Bu usta, çocuk yaşta başladığı mesleğini yıllar içinde ustalığa dönüştürmüş. İlk olarak ailesinin yanında öğrendiği temel becerileri, yıllar içinde kendi deneyimleriyle zenginleştirerek, yeni nesil zanaatkarlar için bir örnek haline gelmiştir. Her bir parça, onun elinde bir sanat eserine dönüşürken, bu sanatçının sabrı ve özverisi de her gün daha çok takdir edilmektedir.
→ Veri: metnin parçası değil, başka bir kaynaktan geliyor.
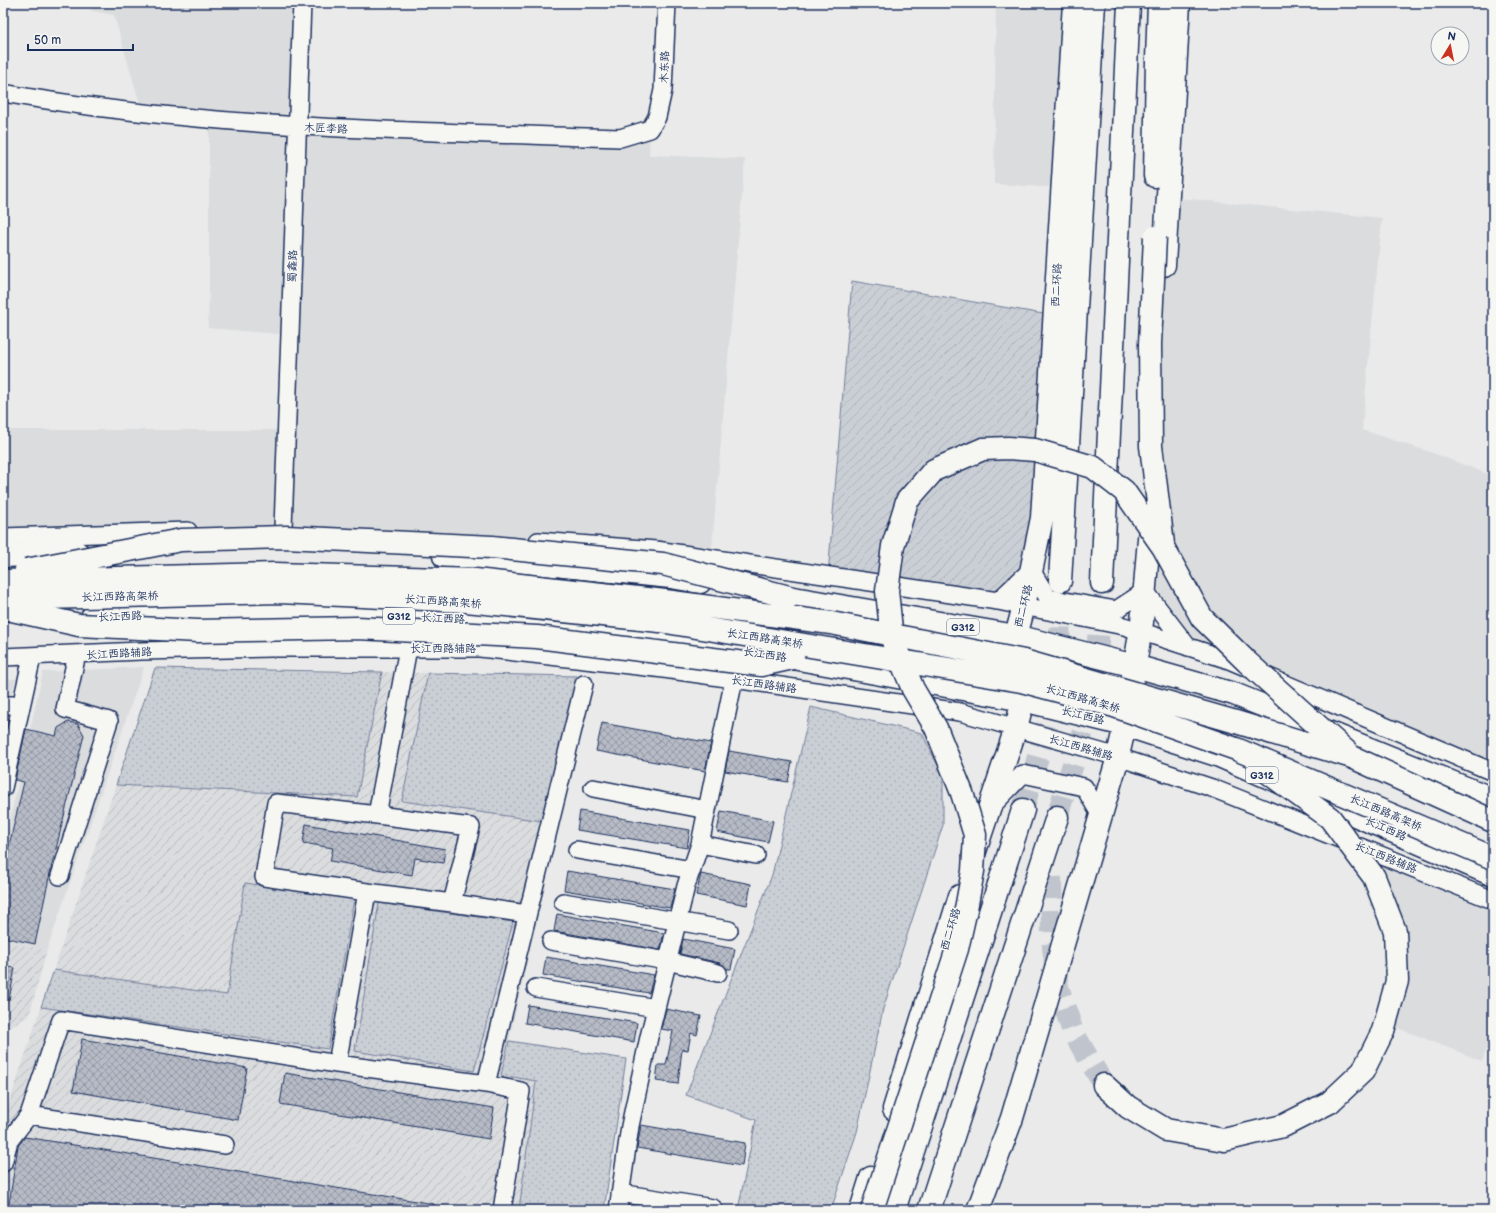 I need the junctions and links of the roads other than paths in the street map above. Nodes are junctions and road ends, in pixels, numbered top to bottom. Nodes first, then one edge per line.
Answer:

Yaşadığı zorluklara rağmen, mesleğinde kalmayı başarmış olan bu 87 yaşındaki sanatçı, el işçiliğinin sadece bir meslek değil, aynı zamanda bir yaşam biçimi olduğunun altını çizmektedir. Her gün atölyesine gittiğinde, geçmişte edindiği tecrübeleri gençlerle paylaşmayı bir görev olarak görmekte ve bu sayede unutulmaya yüz tutmuş değerleri yaşatmaya çalışmaktadır. Özellikle kurduğu atölye, gençlerin el sanatlarına olan ilgisini artırmakta ve onları bu alana yönlendirmektedir.
Bu değerli usta, sadece el emeğinin değil, aynı zamanda topluma katkının da önemine vurgu yapmaktadır. Gençler, onun yanında staj yaparken hem ustalık dersleri almakta hem de hayatın inşa edilirken karşılaşabileceği zorlukları aşmayı öğrenmektedir. Yıllar içerisinde edindiği bilgi ve deneyimi, genç nesile aktararak, onların bu değerli sanat dalına olan ilgilerini artırmayı hedefliyor.
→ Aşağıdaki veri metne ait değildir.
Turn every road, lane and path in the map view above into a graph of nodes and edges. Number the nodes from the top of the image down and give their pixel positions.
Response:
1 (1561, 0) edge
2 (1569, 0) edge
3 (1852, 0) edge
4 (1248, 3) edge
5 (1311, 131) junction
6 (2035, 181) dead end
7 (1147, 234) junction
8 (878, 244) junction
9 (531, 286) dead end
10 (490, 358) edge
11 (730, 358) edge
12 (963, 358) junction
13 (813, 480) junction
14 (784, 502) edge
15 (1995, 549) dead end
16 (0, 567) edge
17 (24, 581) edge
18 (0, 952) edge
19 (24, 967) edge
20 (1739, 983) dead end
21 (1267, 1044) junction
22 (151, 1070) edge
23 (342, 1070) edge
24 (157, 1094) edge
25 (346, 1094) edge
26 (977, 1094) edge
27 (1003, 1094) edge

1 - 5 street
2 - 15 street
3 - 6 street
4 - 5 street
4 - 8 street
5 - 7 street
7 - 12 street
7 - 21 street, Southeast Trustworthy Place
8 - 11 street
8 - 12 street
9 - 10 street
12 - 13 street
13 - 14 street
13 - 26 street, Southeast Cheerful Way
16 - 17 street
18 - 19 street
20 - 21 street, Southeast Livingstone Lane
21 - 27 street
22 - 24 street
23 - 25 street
Günümüzde teknoloji ve sanayileşmenin etkisiyle, birçok el emeği üretimi ve sanatı yok olma tehlikesiyle karşı karşıya. Ancak bu usta, el sanatlarının değerini bilerek, gençleri bu alana yönlendirmekte ve geleneksel yöntemlerin neden hala önemli olduğunu anlatmaktadır. Bu emek, yalnızca maddi bir kazanç değil, aynı zamanda kültürel bir mirasın korunması adına da önem taşımaktadır.
Usta, her neslin kendine özgü farklılıkları ve zorlukları olsa da, geleneksel el emeğinin ve sanatının asla kaybolmaması gerektiğine inanmaktadır. Onun için sanat, ağaç gibi köklenen bir değer taşıyor; derin sahalarda itinalı bir şekilde filizlenirken, geçmişten geleceğe bir köprü kuruyor. Yaşamının çoğunu bu sanatın içine adayan bir kişi olarak, her bir çalışması onun hikayesini ve azmini anlatarak, gelecek nesillere bir umut ışığı olmaktadır.
87 yaşındaki bu usta, mesleğini sürdürerek sadece kendi yaşamına değil, aynı zamanda toplumun kültürel kimliğine de bir katkıda bulunmaktadır. Unutulmaya yüz tutmuş el emeğinin yeniden canlanmasına yardımcı olurken, bu değerli ustadan alınacak çok şey olduğunun farkında olmak önemlidir. Onun hikayesi, sadece bir mesleğin sürdürülebilirliği değil, aynı zamanda inanç, azim ve sevgi dolu bir yaşamın da hikayesidir. Herkesin efsanevi hikayesinin arkasında bir "usta" var; işte bu usta, bizlere o hikayeyi anlatmaya devam ediyor.